Don’t Get Sidetracked by the Phony War on Women

There is a real battle, but it has nothing to do with abortion.

The War on Women. What is that? Sounds like some terrorists wielding rattling sabers at all womankind. A little frightening, right? Well, the phrase “War on Women” is, I’m assuming, the assumption that the Republicans will reverse all strides made in women’s health, repressing their right to make choices concerning their health and their bodies—the dark ages revisited when women will have to go to back alleys to get an abortion. What is this catch phrase designed to convey? I suppose a perceived moral divide from the other party or to pander to the uninformed voter.

Yes, the uninformed voter. We live in a world of itty-bitty sound bites, 30-second commercials, and an education system that has all but abandoned civics as a social science so maybe people can be forgiven for forgetting that we have three separate branches of government. No president can be elected, sit down in the big chair in the Oval Office and overturn Roe vs. Wade (well, maybe by executive order, but that’s another discussion altogether). That’s Congress’s job, and it will never happen.

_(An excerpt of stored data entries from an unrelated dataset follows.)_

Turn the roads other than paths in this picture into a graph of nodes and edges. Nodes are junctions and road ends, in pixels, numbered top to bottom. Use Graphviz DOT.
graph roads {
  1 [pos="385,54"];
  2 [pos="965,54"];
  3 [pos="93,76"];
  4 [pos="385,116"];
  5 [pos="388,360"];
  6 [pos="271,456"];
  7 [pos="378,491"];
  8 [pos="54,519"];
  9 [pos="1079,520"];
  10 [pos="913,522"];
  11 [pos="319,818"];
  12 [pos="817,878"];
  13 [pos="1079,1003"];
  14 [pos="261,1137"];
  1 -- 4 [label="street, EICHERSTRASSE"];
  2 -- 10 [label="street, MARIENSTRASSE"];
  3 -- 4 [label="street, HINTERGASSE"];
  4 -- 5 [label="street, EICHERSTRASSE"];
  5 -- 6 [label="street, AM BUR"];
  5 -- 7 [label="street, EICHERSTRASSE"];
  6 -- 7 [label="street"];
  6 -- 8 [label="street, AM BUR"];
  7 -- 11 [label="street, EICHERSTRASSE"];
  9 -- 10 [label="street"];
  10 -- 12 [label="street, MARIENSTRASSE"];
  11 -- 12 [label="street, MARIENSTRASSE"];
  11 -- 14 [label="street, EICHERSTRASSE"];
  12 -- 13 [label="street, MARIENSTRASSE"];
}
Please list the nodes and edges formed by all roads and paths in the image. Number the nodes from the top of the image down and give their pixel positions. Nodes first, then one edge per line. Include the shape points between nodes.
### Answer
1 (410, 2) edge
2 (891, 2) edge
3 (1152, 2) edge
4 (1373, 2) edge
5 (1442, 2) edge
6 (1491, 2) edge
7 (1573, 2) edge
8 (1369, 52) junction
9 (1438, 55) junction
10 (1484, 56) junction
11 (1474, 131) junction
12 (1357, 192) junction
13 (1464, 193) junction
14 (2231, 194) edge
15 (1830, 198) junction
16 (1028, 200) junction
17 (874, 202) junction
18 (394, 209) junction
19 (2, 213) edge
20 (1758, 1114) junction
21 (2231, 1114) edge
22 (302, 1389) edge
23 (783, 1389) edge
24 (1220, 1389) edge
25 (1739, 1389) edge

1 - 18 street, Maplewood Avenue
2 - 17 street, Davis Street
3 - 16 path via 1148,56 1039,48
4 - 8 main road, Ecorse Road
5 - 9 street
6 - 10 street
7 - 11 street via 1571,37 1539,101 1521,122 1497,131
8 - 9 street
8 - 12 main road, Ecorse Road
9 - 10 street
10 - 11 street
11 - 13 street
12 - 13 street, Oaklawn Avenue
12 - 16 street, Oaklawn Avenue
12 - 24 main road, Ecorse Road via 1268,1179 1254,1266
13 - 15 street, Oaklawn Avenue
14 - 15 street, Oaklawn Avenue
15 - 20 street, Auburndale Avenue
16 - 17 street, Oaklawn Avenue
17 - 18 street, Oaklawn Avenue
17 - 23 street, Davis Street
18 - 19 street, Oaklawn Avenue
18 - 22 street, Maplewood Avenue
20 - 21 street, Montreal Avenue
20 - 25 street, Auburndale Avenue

But let’s say that somehow it did. States would enact their own abortion laws. (New York and California already have laws allowing abortion.) The issue of Catholic hospitals performing abortions would disappear. There are simply too many Americans opposed to federally funded abortion to not send the whole issue back to the states. Birth control? Birth control is covered now by private insurance, given out freely in most schools and colleges (New York City now offers birth control and the morning after pill, known as Plan B, in all public high schools without parental notification), and is by no reasonable person’s definition a medical condition that qualifies or is entitled to federal subsidy. These two singular issues are not about availability but about who pays.

Women are saying that this is a singular, albeit misunderstood, issue for them, this War on Women. Many say that, absent this fear-mongering perception, they would reframe their decision in November. Why? Because what women are really concerned about, the issue that they understand all too well, is the economy. While women may be finding jobs at a disproportionately greater rate than men, the job market is still dismal. Many of us are stay-at-home moms who manage our own microcosms in good times and bad and know what a tough job it is. Have a husband out of work, and it’s impossible. Women, working and stay-at-home, are often the business managers of their families. We juggle overhead, expenses, savings, emergencies and bill collectors. We figure out how to get the kids braces and trombones and lunch while still paying the mortgage or the rent and the utilities. We keep an eye on that two-week vacation and budget as best we can, collecting Groupons, coupons, cash-back and points earned. As the Clinton campaign said, “It’s the economy, stupid.” And women get that. We know that the spiraling, out-of-control debt will be a burden to our children and our grandchildren. No mother wants to feel that it’s a certainty that her children will be worse off than she is, or that her children will struggle just to pay their taxes.

Women are the family glue, the nurturers and the fixers of this world. Let’s fix what’s really broken and not get sidetracked by what’s not.